RFID Authentication System

Client Profile

This is a New Zealand based engineering company that specializes in the design and manufacture of RAIN RFID antennas. They are considered an industry leader in fixed RFID antenna technology, producing both standard and custom antenna solutions for a wide range of industries including retail, logistics, healthcare, food processing, aviation, and data centers. Their product lineup spans far-field, near-field, and specialized antennas such as doorway, ground, conveyor, and packing station configurations, complemented by compatible readers and accessories. With a global distribution network spanning the Americas, EMEA, and Asia Pacific, they bring precision-engineered technology from New Zealand to customers around the world.

The Problem

Our client, a New Zealand based engineering company specialising in RAIN RFID antenna technology, came to us with a specific need. They wanted an application that could allow users to scan, detect and verify the authenticity of IMPINJ RFID chips in real time. The goal was to ensure that every chip passing through their system was genuinely IMPINJ certified and had not been tampered with at any point along the supply chain.

The application needed to integrate directly with their antenna hardware to detect chips as they were scanned, feed that data into a central system, and communicate with the IMPINJ Authentication Service to validate each chip on the spot. All of this had to be surfaced through a clean, intuitive dashboard where users could view results at a glance. Beyond just scanning, the dashboard also needed to support chip and product registration, with all records being saved into our client's database for traceability. For users who did not have access to an antenna, the system also provided a manual lookup option where they could search directly by RFID ID number to check authenticity on demand. The broader vision was to give every participant in the supply chain, from manufacturer to distributor to end receiver, a reliable way to confirm a product is genuine before it reaches its final destination.

The Challenge

The biggest technical hurdle was handling the sheer volume and velocity of incoming data. The antenna scanner updates its list of detected items every 0.5 seconds, which means the system needed to continuously process, deduplicate and authenticate a rapid stream of chip reads without dropping events or overwhelming the interface. Keeping the dashboard responsive and accurate under that kind of load, while simultaneously communicating with an external authentication service, required careful thought around data flow, state management and performance optimization.

The Solution

To handle the high frequency data stream coming from the antenna, we built an event driven backend that processes incoming chip reads asynchronously. Rather than authenticating every single read as it arrived, we implemented a smart deduplication layer that filters out repeated detections within a short time window, ensuring only new or changed chip states trigger an authentication request to the IMPINJ Authentication Service. This kept the system lean and prevented unnecessary API calls from building up under load.

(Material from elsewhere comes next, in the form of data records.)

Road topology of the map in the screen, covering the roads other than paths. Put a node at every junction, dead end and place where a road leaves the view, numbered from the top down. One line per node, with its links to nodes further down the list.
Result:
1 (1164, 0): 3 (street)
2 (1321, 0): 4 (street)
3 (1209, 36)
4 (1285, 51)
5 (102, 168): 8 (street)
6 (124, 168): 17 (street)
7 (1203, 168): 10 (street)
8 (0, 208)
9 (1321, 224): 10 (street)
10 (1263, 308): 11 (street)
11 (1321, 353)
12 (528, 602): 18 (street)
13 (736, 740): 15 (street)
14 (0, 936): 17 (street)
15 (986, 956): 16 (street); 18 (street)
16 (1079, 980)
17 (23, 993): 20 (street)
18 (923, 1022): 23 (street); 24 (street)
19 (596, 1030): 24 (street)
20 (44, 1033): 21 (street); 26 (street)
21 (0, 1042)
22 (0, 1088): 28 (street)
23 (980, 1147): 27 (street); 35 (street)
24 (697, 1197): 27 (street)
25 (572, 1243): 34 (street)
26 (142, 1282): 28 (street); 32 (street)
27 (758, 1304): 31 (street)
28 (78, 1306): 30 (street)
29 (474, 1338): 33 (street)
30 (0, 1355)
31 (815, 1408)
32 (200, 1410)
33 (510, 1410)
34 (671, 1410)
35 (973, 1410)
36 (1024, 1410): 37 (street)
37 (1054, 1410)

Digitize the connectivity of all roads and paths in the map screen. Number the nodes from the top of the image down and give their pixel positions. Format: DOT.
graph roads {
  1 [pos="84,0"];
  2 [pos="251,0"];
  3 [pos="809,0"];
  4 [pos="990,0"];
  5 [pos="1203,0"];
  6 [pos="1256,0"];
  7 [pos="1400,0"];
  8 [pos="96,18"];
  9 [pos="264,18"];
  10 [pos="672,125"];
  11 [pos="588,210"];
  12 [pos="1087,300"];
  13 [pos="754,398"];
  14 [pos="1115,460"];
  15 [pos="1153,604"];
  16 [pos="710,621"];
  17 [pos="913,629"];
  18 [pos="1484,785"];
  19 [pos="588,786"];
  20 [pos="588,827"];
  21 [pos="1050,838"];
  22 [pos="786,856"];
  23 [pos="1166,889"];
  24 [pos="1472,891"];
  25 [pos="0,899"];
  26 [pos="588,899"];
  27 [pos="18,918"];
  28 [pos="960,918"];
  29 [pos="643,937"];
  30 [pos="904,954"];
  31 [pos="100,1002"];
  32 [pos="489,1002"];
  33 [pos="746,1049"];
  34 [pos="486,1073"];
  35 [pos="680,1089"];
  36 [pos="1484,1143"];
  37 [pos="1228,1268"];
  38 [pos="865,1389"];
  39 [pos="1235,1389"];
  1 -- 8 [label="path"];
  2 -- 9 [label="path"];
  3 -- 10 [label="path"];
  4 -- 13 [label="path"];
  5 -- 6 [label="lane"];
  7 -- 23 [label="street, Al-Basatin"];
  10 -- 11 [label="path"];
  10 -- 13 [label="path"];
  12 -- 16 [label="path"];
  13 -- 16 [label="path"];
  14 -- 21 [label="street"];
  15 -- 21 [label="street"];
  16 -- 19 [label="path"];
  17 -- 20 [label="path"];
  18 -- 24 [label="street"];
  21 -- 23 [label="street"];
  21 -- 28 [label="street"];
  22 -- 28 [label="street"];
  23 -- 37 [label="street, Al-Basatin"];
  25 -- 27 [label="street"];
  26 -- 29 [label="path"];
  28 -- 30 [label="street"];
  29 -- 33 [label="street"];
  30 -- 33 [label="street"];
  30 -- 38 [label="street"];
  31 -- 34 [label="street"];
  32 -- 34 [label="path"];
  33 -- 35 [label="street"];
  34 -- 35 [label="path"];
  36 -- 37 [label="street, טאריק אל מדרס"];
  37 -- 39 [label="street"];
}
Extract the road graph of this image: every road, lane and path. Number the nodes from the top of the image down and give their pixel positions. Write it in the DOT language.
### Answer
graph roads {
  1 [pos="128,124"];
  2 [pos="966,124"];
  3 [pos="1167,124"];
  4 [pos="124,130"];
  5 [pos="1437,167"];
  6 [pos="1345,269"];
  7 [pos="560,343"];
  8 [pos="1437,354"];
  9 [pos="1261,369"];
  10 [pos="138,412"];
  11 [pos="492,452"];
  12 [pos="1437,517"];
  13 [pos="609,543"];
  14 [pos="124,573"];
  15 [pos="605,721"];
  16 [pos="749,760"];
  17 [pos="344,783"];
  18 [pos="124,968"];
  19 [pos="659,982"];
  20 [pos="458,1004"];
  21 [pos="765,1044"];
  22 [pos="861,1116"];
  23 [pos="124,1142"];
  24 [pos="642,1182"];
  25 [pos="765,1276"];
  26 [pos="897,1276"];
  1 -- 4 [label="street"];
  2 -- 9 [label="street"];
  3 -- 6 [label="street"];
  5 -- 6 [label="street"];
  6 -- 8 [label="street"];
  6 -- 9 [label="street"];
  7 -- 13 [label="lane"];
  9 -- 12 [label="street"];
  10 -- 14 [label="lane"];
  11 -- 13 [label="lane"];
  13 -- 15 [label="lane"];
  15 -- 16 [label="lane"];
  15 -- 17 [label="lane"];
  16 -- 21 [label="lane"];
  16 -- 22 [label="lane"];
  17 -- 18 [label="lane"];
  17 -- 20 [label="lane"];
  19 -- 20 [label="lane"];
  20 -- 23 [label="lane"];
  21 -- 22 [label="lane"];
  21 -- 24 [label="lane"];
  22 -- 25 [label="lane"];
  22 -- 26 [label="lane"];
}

On the frontend, we built a real time dashboard that updates live as scan results come in, giving users an immediate visual indicator of whether a detected chip is authentic, flagged or unregistered. The registration flow was designed to be straightforward, allowing users to attach product information to a chip record and commit it to the client's database in just a few steps. For users without antenna access, the manual search feature provided the same authentication lookup through a simple ID input, making the tool accessible at every point in the supply chain regardless of hardware availability.

To bring all of this together, we chose a modern stack that matched the demands of the project with the idea of easy to maintain and expand. FastAPI and Python powered the backend, giving us a high performance asynchronous foundation well suited for handling rapid bursts of incoming data. Supabase served as the database layer, providing a scalable PostgreSQL backed solution with built in real time capabilities that kept the dashboard in sync without additional infrastructure overhead. The application was initially scoped as a web platform. However, it was built using React Native since our client already having future plans to extend the capability to mobile devices, allowing users to scan chips directly from their phones. Building in React Native from the start meant that transition would be a natural next step rather than a rebuild from scratch.